- **AIM OF THE TASK**:
"LORENZO" appears in how many lines of the entries? State only the number.

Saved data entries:

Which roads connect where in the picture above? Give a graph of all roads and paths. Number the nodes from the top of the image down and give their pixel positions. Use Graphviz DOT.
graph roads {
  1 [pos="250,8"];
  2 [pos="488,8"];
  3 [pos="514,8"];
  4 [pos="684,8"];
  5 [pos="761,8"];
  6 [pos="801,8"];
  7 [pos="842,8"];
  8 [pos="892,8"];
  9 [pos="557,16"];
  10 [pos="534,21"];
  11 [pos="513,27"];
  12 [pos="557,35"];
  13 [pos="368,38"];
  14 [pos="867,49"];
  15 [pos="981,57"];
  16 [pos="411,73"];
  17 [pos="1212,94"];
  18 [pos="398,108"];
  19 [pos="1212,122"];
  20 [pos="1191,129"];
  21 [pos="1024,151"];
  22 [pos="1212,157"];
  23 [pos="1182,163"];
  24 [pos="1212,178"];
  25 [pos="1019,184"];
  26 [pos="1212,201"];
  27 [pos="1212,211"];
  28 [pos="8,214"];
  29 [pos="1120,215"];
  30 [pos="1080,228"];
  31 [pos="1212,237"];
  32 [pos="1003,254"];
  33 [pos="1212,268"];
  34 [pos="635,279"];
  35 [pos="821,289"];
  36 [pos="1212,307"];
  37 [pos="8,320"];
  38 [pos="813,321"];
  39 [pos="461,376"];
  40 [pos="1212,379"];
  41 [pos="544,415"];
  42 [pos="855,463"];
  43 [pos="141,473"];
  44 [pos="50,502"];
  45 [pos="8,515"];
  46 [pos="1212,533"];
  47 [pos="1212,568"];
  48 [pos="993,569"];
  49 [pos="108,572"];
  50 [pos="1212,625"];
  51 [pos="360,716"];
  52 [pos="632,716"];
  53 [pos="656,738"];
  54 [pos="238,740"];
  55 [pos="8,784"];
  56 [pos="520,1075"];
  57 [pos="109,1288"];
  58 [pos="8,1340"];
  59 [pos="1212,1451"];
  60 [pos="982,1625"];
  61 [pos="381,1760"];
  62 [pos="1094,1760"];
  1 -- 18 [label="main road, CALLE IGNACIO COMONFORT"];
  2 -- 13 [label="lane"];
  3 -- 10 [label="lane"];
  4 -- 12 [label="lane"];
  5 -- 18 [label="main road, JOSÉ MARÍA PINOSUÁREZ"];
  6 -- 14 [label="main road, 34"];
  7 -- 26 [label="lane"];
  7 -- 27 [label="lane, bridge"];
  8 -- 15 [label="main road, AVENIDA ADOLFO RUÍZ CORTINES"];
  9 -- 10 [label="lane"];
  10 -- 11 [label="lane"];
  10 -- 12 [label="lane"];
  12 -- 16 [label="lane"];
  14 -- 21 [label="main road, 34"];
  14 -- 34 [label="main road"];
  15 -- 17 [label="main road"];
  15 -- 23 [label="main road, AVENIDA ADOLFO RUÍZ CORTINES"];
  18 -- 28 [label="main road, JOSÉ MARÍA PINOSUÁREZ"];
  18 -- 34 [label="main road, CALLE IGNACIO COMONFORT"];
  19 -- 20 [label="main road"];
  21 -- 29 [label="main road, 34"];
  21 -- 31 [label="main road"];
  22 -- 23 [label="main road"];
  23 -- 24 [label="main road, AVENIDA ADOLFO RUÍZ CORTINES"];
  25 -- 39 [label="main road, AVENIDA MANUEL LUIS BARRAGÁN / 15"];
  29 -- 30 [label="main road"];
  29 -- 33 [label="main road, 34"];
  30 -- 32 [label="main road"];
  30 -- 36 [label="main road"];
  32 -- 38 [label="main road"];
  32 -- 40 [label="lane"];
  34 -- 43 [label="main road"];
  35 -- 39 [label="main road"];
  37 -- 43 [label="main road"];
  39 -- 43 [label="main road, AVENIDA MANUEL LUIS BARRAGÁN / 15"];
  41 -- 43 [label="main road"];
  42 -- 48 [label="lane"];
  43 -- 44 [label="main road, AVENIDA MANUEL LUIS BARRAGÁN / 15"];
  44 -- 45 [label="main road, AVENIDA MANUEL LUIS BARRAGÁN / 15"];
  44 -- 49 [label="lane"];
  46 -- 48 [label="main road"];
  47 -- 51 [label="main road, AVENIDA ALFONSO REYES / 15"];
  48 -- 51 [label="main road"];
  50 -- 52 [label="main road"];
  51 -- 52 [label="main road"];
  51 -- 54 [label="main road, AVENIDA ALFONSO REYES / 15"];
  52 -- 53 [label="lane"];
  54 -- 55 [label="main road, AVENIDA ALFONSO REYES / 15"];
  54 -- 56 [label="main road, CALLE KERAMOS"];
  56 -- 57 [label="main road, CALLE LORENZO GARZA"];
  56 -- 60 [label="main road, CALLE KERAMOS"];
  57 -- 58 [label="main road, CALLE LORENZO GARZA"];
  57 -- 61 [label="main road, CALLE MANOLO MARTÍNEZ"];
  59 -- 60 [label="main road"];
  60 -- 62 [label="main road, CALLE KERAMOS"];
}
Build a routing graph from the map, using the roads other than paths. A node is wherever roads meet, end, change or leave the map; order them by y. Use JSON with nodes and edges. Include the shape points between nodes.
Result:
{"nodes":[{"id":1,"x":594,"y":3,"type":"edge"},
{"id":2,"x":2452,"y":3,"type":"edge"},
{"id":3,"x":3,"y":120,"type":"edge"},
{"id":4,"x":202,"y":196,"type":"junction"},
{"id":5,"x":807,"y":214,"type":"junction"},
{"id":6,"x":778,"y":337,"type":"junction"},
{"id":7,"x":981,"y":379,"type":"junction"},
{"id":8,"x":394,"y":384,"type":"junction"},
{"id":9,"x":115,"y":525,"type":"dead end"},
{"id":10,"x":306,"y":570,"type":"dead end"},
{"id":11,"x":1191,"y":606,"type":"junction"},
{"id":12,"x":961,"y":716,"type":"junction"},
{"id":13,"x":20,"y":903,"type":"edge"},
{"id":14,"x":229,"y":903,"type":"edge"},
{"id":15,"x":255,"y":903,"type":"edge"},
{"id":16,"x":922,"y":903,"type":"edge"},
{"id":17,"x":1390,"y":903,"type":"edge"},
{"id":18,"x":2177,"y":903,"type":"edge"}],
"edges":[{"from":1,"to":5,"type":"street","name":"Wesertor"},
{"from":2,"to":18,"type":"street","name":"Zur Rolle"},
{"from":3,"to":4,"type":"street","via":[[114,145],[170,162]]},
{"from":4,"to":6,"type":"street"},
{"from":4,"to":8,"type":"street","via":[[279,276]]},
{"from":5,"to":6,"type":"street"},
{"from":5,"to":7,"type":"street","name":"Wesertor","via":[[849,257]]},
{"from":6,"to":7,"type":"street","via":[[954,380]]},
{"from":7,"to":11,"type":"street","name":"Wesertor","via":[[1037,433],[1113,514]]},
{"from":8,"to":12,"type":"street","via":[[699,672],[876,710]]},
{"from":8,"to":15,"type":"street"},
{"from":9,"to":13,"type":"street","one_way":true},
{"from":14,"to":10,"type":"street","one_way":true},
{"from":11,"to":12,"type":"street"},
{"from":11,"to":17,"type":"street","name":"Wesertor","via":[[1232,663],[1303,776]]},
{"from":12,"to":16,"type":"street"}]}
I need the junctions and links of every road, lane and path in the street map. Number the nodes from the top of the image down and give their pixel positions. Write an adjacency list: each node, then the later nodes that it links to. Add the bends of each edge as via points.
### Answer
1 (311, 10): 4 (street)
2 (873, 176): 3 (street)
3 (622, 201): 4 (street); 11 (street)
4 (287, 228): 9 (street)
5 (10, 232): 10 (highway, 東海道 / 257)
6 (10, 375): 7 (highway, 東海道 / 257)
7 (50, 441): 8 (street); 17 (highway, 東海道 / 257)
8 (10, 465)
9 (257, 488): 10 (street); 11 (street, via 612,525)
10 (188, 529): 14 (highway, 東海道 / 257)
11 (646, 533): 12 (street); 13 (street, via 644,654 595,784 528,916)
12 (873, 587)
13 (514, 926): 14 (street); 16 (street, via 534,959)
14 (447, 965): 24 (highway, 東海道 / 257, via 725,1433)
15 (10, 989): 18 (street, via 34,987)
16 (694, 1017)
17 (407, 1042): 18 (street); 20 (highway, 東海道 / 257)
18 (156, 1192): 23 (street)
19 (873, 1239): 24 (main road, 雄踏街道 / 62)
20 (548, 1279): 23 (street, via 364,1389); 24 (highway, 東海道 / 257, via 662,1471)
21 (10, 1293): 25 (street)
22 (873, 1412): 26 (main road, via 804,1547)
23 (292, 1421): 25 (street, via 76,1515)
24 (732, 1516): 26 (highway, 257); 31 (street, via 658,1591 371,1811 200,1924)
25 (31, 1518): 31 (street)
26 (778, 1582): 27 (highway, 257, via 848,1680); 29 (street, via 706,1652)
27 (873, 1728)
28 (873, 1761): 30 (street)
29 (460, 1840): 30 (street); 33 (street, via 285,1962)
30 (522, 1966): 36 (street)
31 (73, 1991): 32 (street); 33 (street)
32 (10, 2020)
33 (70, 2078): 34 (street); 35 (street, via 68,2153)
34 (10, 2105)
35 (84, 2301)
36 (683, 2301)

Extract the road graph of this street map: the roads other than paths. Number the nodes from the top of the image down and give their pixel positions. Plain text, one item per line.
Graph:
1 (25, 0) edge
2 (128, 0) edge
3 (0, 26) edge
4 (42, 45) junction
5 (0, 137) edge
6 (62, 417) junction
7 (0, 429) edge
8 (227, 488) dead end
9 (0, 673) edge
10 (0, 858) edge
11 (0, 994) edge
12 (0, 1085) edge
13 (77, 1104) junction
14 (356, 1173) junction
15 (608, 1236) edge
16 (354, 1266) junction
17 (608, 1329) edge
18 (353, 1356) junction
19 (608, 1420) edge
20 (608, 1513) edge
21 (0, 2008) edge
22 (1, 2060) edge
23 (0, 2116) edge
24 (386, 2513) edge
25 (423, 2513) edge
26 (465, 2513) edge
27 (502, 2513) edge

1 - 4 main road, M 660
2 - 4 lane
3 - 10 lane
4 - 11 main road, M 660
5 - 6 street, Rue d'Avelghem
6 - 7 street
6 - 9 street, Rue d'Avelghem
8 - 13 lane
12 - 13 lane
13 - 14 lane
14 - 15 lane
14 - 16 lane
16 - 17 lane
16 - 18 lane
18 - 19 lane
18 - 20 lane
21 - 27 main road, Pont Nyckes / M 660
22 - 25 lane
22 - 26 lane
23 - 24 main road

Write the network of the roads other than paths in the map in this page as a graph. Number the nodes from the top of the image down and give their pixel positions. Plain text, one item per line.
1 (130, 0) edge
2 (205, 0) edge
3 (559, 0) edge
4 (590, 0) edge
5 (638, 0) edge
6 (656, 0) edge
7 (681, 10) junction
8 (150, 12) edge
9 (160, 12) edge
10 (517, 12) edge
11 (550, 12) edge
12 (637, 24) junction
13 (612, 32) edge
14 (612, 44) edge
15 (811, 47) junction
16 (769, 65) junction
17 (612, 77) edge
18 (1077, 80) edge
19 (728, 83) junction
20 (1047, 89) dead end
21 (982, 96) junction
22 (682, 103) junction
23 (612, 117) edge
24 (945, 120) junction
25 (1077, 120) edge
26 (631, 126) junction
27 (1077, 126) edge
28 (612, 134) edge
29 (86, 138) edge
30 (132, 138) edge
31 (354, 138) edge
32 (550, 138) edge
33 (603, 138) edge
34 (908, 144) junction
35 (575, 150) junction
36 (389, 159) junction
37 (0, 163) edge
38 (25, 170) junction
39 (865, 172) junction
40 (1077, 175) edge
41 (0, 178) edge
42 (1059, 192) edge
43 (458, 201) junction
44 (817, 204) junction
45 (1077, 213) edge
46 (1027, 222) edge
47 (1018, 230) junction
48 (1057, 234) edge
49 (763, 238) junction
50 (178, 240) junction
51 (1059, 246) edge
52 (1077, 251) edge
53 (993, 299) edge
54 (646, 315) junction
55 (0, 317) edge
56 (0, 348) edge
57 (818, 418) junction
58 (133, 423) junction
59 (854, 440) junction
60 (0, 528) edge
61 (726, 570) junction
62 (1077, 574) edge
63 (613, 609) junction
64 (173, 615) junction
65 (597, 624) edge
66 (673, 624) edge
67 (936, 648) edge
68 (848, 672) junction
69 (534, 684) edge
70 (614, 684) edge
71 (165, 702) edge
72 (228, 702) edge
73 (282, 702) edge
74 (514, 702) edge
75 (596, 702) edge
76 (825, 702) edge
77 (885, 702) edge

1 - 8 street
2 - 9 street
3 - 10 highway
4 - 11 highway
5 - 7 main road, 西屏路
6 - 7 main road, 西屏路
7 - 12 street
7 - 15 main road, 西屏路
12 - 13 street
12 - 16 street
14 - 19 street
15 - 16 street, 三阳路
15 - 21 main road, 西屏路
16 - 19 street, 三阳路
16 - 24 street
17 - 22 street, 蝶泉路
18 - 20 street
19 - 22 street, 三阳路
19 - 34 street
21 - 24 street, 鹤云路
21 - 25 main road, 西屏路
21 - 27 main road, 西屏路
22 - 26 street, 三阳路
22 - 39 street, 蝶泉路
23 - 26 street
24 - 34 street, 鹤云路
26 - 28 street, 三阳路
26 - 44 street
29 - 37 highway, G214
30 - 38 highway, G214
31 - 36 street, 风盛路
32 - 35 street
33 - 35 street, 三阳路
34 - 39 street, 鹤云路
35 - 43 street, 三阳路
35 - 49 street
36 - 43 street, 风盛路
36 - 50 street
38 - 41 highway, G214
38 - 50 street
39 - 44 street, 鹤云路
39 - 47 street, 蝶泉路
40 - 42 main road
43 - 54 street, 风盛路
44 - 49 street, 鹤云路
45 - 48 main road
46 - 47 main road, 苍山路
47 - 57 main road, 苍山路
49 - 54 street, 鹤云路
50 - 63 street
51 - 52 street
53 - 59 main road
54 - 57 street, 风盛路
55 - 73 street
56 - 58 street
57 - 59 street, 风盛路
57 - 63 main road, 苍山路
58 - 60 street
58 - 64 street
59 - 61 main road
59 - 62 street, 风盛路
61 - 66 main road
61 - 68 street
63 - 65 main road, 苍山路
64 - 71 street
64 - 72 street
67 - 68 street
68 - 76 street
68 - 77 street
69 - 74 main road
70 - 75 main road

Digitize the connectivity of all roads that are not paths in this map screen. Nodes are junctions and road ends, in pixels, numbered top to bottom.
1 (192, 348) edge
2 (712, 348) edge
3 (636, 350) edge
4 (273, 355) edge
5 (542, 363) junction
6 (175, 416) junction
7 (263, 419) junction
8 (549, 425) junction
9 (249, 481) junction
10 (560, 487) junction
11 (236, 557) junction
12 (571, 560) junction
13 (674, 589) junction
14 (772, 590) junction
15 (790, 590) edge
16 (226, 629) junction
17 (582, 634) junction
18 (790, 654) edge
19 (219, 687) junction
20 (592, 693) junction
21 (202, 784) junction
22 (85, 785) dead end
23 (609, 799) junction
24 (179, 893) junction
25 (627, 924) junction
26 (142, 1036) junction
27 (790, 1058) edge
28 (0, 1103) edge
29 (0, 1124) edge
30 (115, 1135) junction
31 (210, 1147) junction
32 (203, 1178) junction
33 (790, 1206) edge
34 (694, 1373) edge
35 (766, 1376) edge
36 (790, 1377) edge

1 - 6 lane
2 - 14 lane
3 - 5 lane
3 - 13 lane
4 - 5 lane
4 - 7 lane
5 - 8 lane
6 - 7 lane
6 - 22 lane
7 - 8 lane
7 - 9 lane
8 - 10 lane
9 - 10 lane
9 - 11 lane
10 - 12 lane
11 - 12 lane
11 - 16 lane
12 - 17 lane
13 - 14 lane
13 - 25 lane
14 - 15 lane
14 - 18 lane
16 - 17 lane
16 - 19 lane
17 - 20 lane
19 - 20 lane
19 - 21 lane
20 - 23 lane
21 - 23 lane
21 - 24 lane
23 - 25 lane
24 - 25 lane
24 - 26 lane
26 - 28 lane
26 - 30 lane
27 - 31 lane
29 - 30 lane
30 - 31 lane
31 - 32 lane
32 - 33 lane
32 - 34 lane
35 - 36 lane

- **RESPONSE**:
2